Assignment: In the listing below, find the line containing "pinky mcp: (118, 199)" and the line containing "ring pip: (364, 284)", then copy exactly everything from the first through the second, except the pictures.

The records:
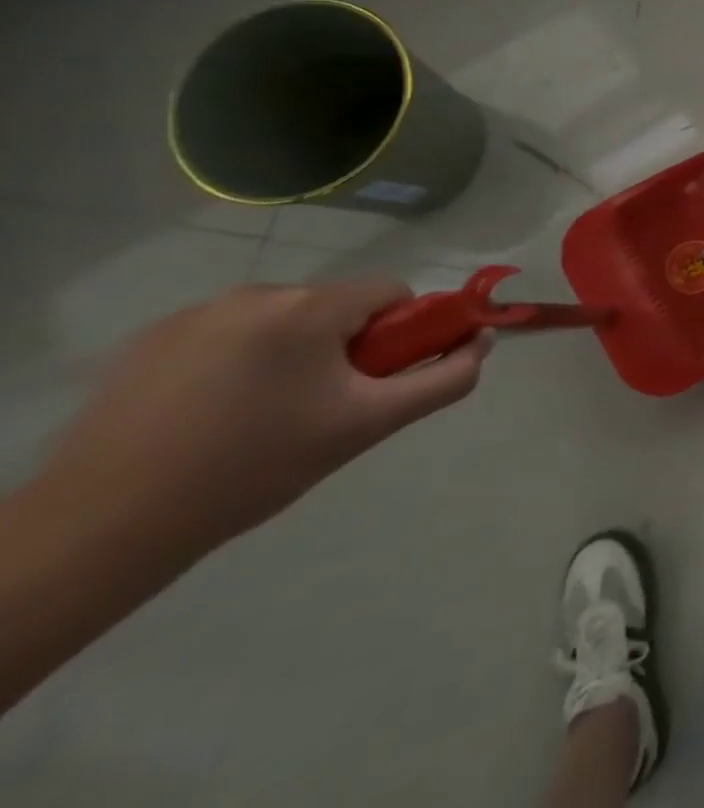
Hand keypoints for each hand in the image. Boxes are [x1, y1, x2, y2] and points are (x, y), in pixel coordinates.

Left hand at [37, 279, 489, 561]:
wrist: (103, 529)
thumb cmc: (254, 470)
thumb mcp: (367, 426)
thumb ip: (443, 379)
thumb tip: (482, 340)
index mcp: (307, 307)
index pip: (391, 294)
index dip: (400, 335)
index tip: (374, 382)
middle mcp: (254, 293)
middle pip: (337, 306)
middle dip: (345, 348)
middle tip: (321, 408)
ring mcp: (195, 313)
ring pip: (284, 320)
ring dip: (294, 354)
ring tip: (261, 417)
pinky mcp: (149, 339)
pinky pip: (230, 333)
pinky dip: (240, 362)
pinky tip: (212, 414)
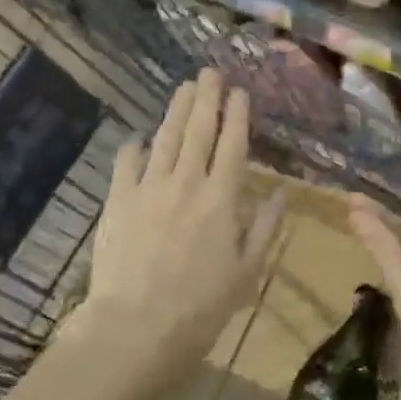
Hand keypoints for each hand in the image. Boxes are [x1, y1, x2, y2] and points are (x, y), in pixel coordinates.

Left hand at [68, 71, 286, 396]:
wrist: (136, 327)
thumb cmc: (200, 308)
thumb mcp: (246, 273)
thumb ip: (265, 228)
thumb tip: (282, 192)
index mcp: (221, 199)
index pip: (233, 145)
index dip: (237, 115)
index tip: (239, 92)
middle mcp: (186, 182)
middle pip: (198, 130)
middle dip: (206, 98)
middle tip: (209, 72)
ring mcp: (149, 187)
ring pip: (165, 138)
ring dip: (176, 110)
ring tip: (184, 88)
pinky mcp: (118, 199)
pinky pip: (127, 161)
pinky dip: (135, 146)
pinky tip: (140, 138)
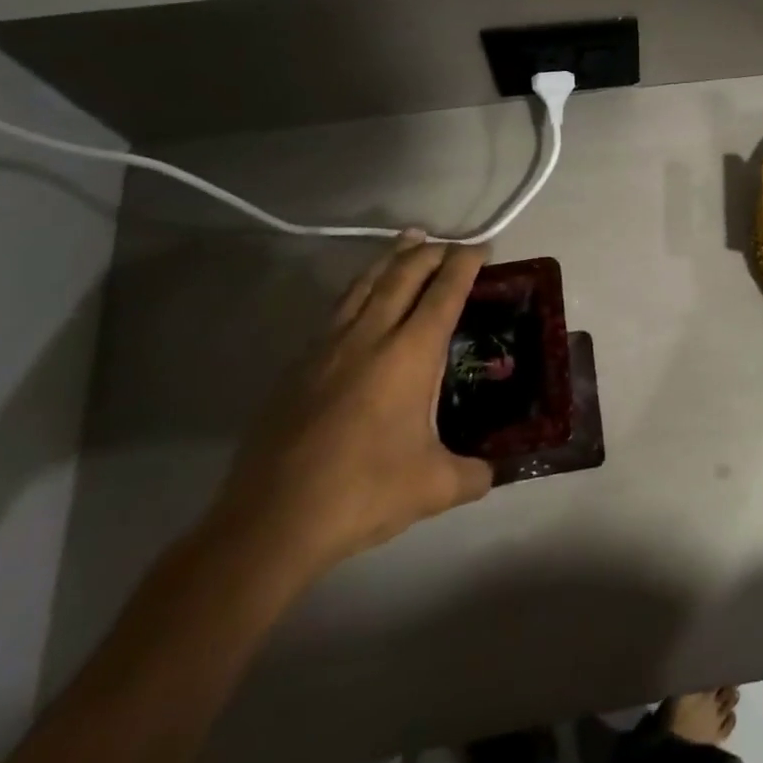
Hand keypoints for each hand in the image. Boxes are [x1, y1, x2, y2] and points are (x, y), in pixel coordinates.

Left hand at [208, 237, 494, 580]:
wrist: (271, 521)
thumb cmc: (363, 493)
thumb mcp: (434, 487)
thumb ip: (472, 474)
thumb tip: (491, 473)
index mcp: (409, 355)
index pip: (444, 293)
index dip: (465, 265)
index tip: (481, 248)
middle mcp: (369, 337)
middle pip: (402, 275)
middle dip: (429, 253)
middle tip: (449, 244)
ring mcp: (327, 348)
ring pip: (364, 284)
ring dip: (390, 258)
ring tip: (407, 241)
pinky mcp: (298, 366)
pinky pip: (337, 310)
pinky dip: (360, 290)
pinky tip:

Written reply:
pinky mcp: (118, 199)
pinky pip: (127, 161)
pinky dip: (135, 146)
pinky tip: (140, 138)
Hand keypoints for each hand in the image. Boxes are [x1, y1, x2, y2] and points are (x, y), in pixel coordinates.

Left hand at [208, 237, 494, 580]:
wrist: (271, 521)
thumb cmc: (363, 493)
thumb mcp: (434, 487)
thumb ip: (472, 474)
thumb tip: (491, 473)
index mcp: (409, 355)
index pip: (444, 293)
index dip: (465, 265)
index tip: (481, 248)
middle mcp: (369, 337)
middle pip: (402, 275)
middle dip: (429, 253)
middle tip: (449, 244)
ring mcp: (327, 348)
ring pip: (364, 284)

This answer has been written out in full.